According to The Pew Charitable Trusts, if the personal retirement savings situation remains unchanged, Ohio could expect to see a more than $11 billion increase in state spending over the next two decades.
House Bill 501 would create a Joint Legislative Study Committee tasked with studying retirement options for small businesses and state-facilitated workplace programs to improve access to retirement savings.
Amy Milam, associate state director of outreach and advocacy for AARP Ohio, said people are more likely to save for their golden years when they can do so by having a percentage of their paycheck deducted.
"In Ohio, we have 42% of Ohio's private sector workers -- that's roughly 1.8 million people -- who do not have access to a retirement savings plan through their employer," Milam reported.
Nationwide, around 64% of Hispanic workers, and 45% of Asian American workers lack access to an employer-provided retirement plan. According to an AARP report, almost three of four workers with less than a high school diploma lack a work-based retirement plan, a much higher percentage than those with a bachelor's degree.
Milam added more than a dozen other states have created partnerships with employers to offer state-sponsored plans to give employees access to Individual Retirement Accounts.

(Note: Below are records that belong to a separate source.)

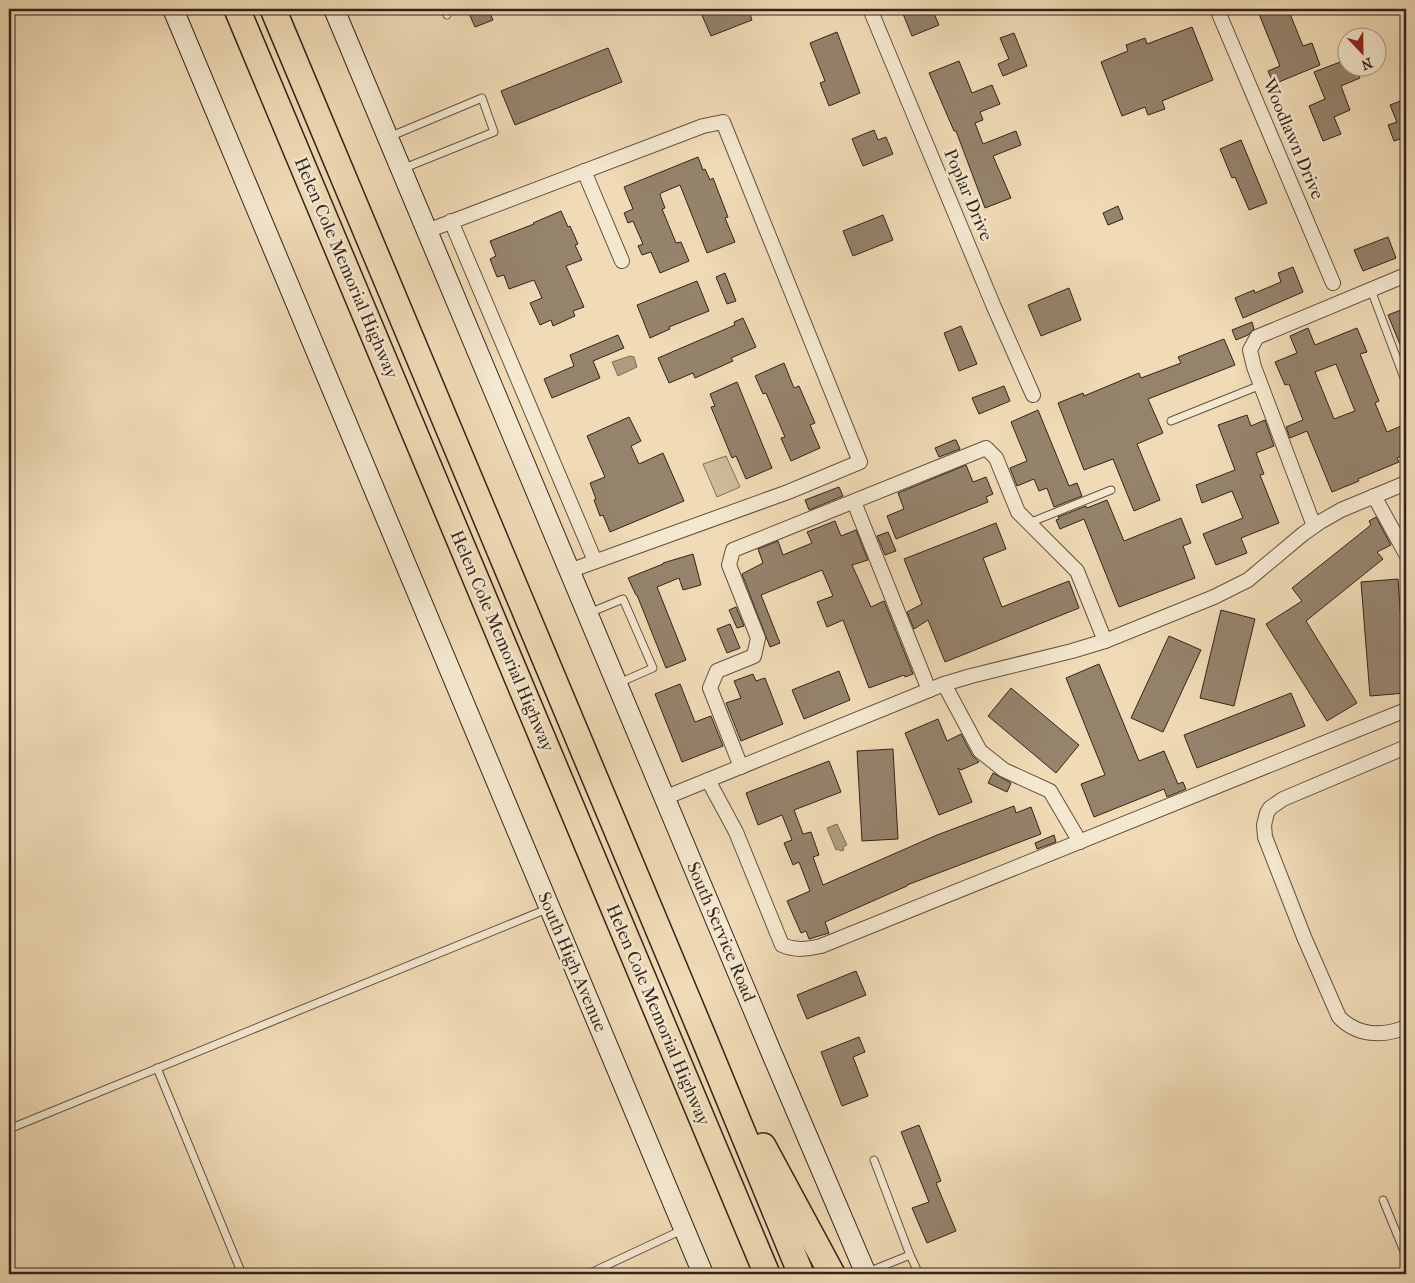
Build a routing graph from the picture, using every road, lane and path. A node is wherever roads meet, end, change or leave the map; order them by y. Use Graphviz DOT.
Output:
graph roads {
  1 [pos="173,9"];
  2 [pos="237,9"];
  3 [pos="273,9"];
  4 [pos="334,9"];
  5 [pos="870,9"];
  6 [pos="1218,9"];
  7 [pos="388,138"];
  8 [pos="401,169"];
  9 [pos="584,171"];
  10 [pos="451,221"];
  11 [pos="427,231"];
  12 [pos="622,262"];
  13 [pos="1406,275"];
  14 [pos="1333,283"];
  15 [pos="1370,290"];
  16 [pos="1406,383"];
  17 [pos="1261,385"];
  18 [pos="1033,395"];
  19 [pos="1171,421"];
  20 [pos="1406,483"];
  21 [pos="1111,490"];
  22 [pos="1374,496"];
  23 [pos="854,502"];
  24 [pos="1029,524"];
  25 [pos="1314,526"];
  26 [pos="1406,554"];
  27 [pos="595,561"];
  28 [pos="569,571"];
  29 [pos="587,614"];
  30 [pos="1105,641"];
  31 [pos="616,684"];
  32 [pos="944,684"];
  33 [pos="929,690"];
  34 [pos="1406,710"];
  35 [pos="1406,747"];
  36 [pos="741,767"];
  37 [pos="708,780"];
  38 [pos="664,798"];
  39 [pos="1080,842"];
  40 [pos="550,908"];
  41 [pos="1406,1027"];
  42 [pos="705,1041"];
  43 [pos="157,1068"];
  44 [pos="9,1129"];
  45 [pos="874,1160"];
  46 [pos="1383,1200"];
  47 [pos="684,1229"];
  48 [pos="910,1255"];
  49 [pos="1406,1256"];
  50 [pos="242,1274"];
  51 [pos="588,1274"];
  52 [pos="703,1274"];
  53 [pos="766,1274"];
  54 [pos="801,1274"];
  55 [pos="832,1274"];
  56 [pos="866,1274"];
  57 [pos="919,1274"];
  1 -- 40 [label="main road, South High Avenue"];
  2 -- 53 [label="highway, Helen Cole Memorial Highway"];
  3 -- 42 [label="highway, Helen Cole Memorial Highway"];
  4 -- 7 [label="main road, South Service Road"];
  5 -- 18 [label="street, Poplar Drive"];
  6 -- 14 [label="street, Woodlawn Drive"];
  7 -- 8 [label="main road, South Service Road"];
  7 -- 8 [label="lane"];
  8 -- 11 [label="main road, South Service Road"];
  9 -- 10 [label="street"];
  9 -- 12 [label="street"];
  9 -- 27 [label="street"];
  10 -- 11 [label="street"];
  10 -- 27 [label="street"];
  11 -- 28 [label="main road, South Service Road"];
  13 -- 15 [label="street"];
  15 -- 16 [label="lane"];
  15 -- 17 [label="street"];
  17 -- 19 [label="lane"];
  17 -- 25 [label="street"];
  20 -- 22 [label="street"];
  21 -- 24 [label="lane"];
  22 -- 25 [label="street"];
  22 -- 26 [label="street"];
  23 -- 24 [label="street"];
  23 -- 33 [label="street"];
  23 -- 36 [label="street"];
  24 -- 30 [label="street"];
  25 -- 30 [label="street"];
  27 -- 28 [label="street"];
  28 -- 29 [label="main road, South Service Road"];
  29 -- 31 [label="main road, South Service Road"];
  29 -- 31 [label="lane"];
  30 -- 32 [label="street"];
  31 -- 38 [label="main road, South Service Road"];
  32 -- 33 [label="street"];
  32 -- 39 [label="street"];
  33 -- 36 [label="street"];
  34 -- 39 [label="street"];
  35 -- 41 [label="street"];
  36 -- 37 [label="street"];
  37 -- 38 [label="street"];
  37 -- 39 [label="street"];
  38 -- 56 [label="main road, South Service Road"];
  40 -- 43 [label="lane"];
  40 -- 47 [label="main road, South High Avenue"];
  42 -- 54 [label="highway, Helen Cole Memorial Highway"];
  42 -- 55 [label="highway"];
  43 -- 44 [label="lane"];
  43 -- 50 [label="lane"];
  45 -- 48 [label="lane"];
  46 -- 49 [label="lane"];
  47 -- 51 [label="lane"];
  47 -- 52 [label="main road, South High Avenue"];
  48 -- 56 [label="lane"];
  48 -- 57 [label="lane"];
}
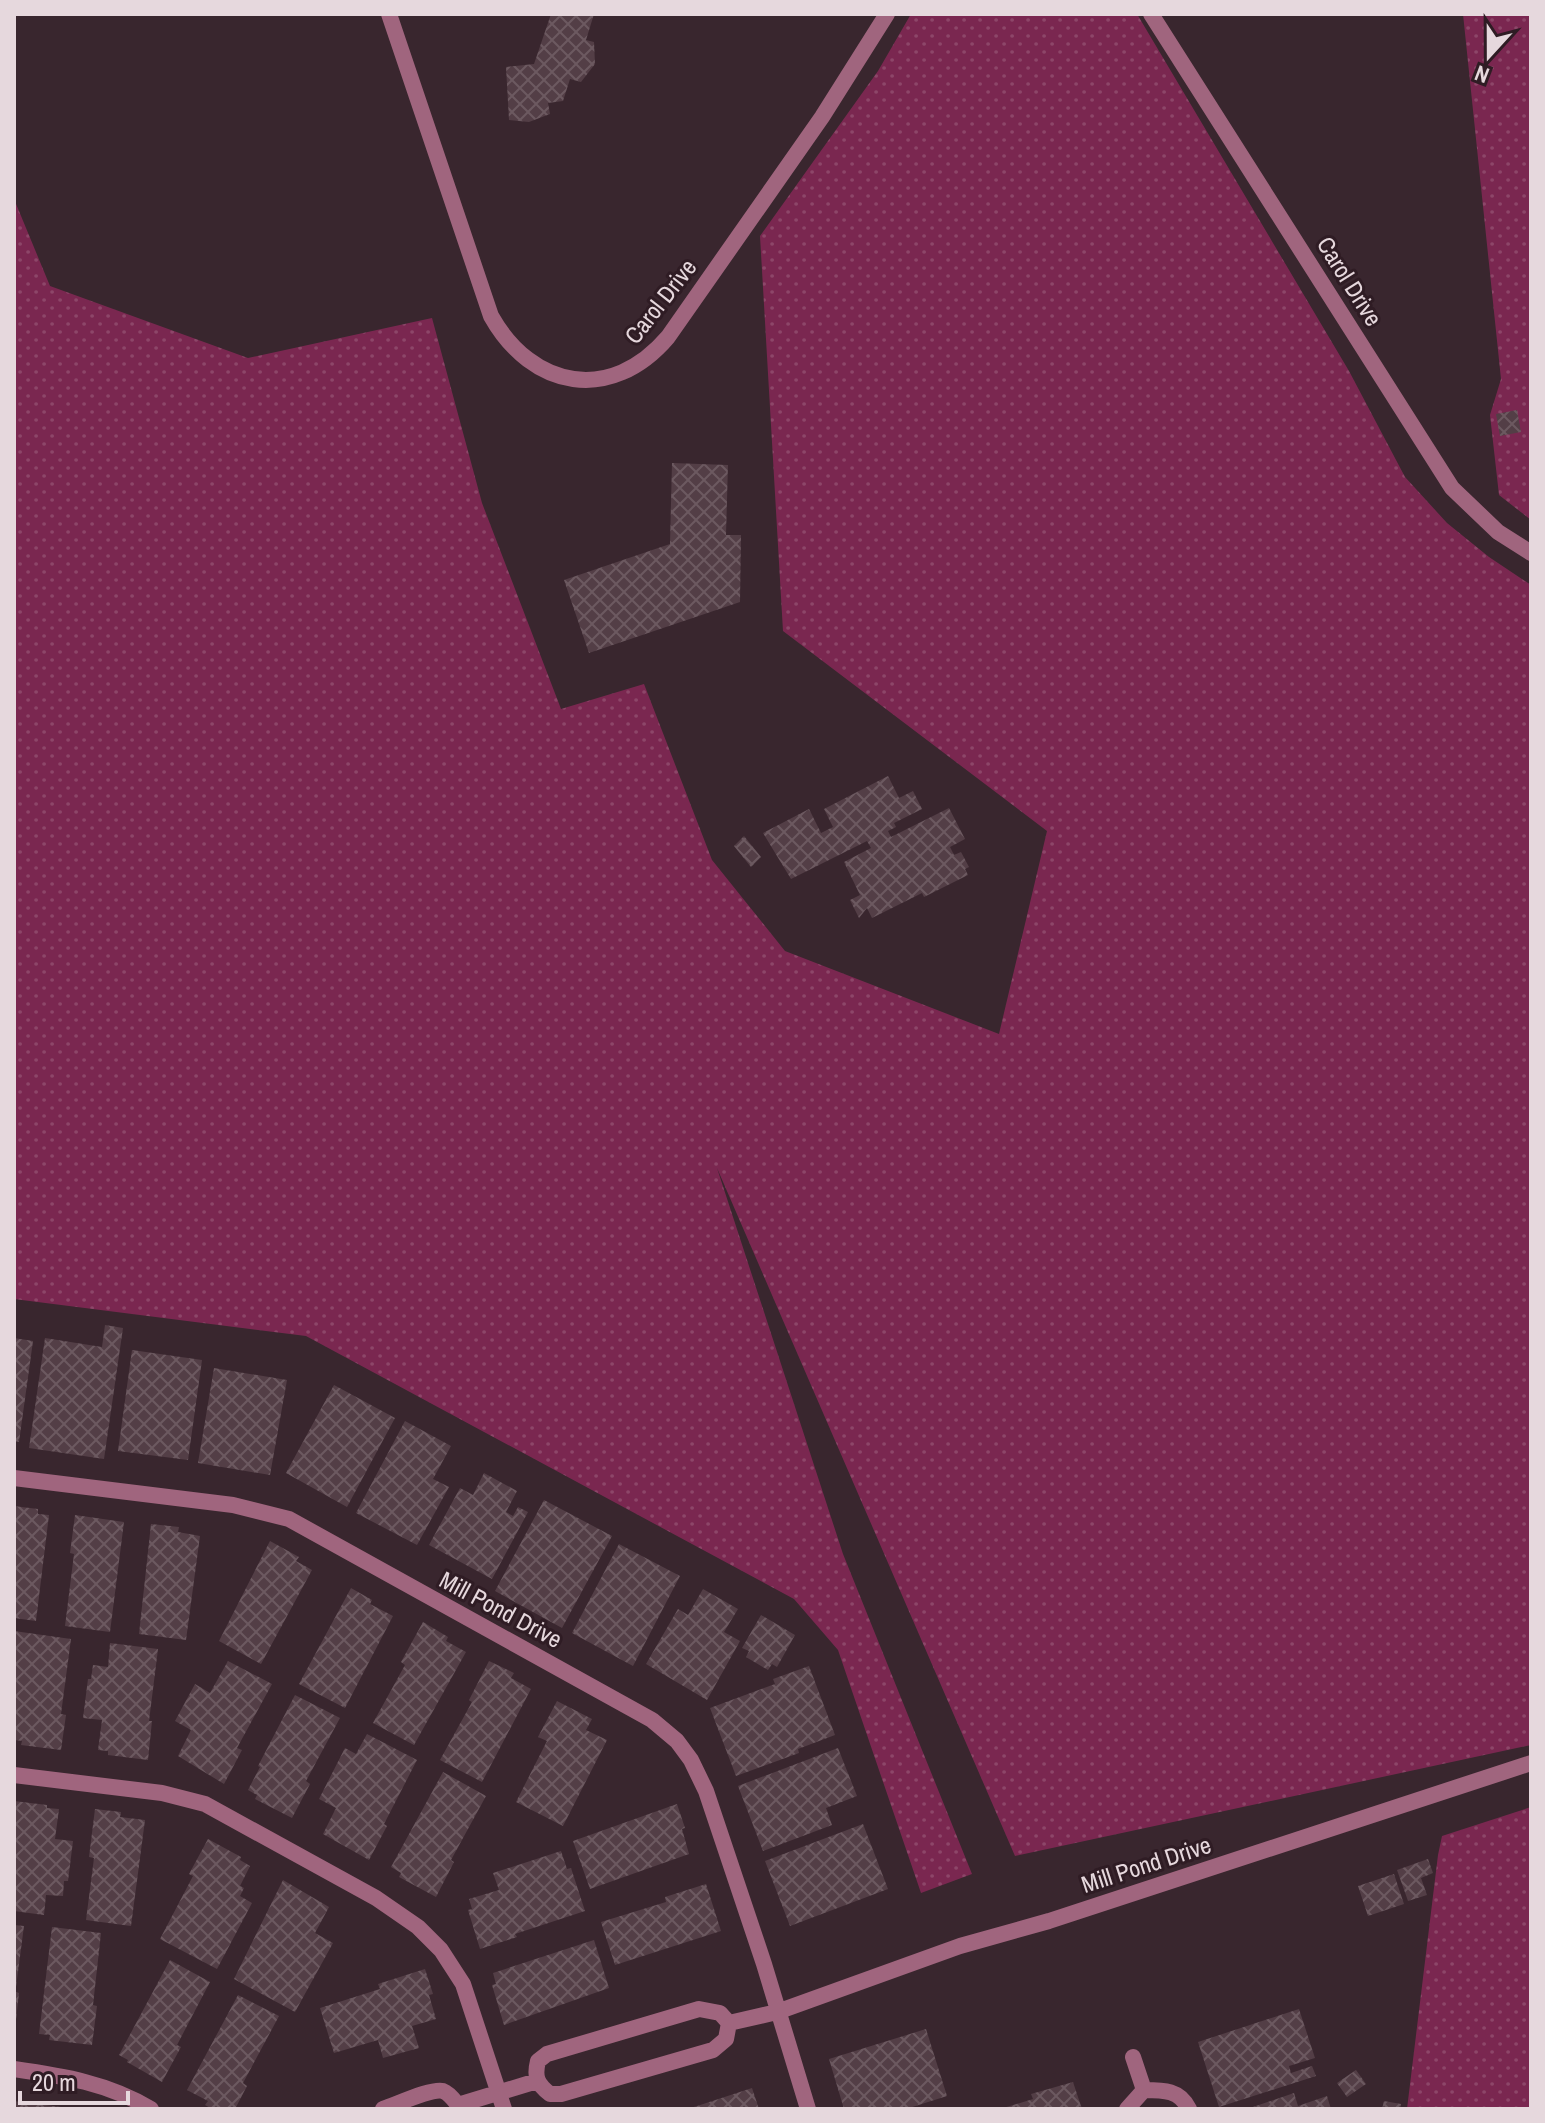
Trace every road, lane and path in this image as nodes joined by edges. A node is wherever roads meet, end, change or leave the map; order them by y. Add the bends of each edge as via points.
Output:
1 (389, 14) edge
2 (887, 14) edge
3 (1151, 14) edge
4 (1531, 553) edge
5 (14, 1478) edge
6 (1531, 1763) edge
7 (14, 1775) edge
8 (777, 2012) junction
9 (729, 2023) junction
10 (1133, 2057) dead end
11 (14, 2069) edge
12 (537, 2081) junction
13 (1144, 2090) junction
14 (498, 2092) junction
15 (458, 2107) edge
16 (151, 2109) edge
17 (383, 2109) edge
18 (504, 2109) edge
19 (808, 2109) edge
20 (1127, 2109) edge
21 (1189, 2109) edge

1 - 2 street, Carol Drive via 491,316 518,354 557,376 578,380 622,374 653,355 822,117
3 - 4 street, Carol Drive via 1452,488 1498,532
5 - 8 street, Mill Pond Drive via 233,1505 289,1519 652,1720 677,1741 706,1791
6 - 8 street, Mill Pond Drive via 960,1946
7 - 14 street via 162,1793 205,1804 376,1898 418,1927 463,1984
8 - 9 street, Mill Pond Drive
8 - 19 street, Mill Pond Drive
9 - 12 street via 726,2039 713,2050 561,2094 550,2094
9 - 12 street via 720,2013 699,2009 547,2054 538,2061
10 - 13 street
11 - 16 street via 74,2077
12 - 14 street
13 - 20 street
13 - 21 street via 1181,2096
14 - 15 street
14 - 18 street
15 - 17 street via 443,2091

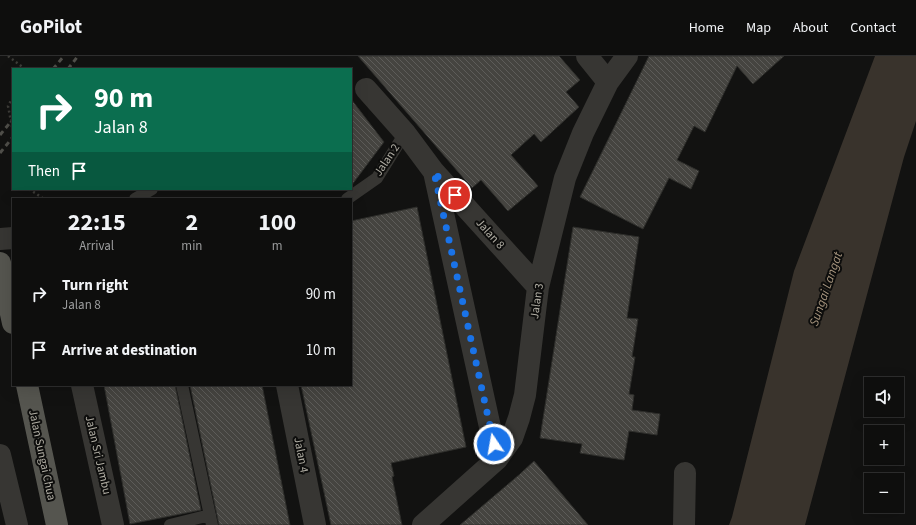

"Giving employees a simple way to save for retirement on the job means that fewer Ohioans will need to rely on public assistance later in life," Milam emphasized. "Which will benefit the individual and will also benefit the state by saving taxpayer dollars."
In some states, investment companies have pushed back on state-sponsored plans, seeing them as competition. But a 2023 survey by AARP found 92% of Ohio business owners support legislation creating a public-private retirement savings option for workers.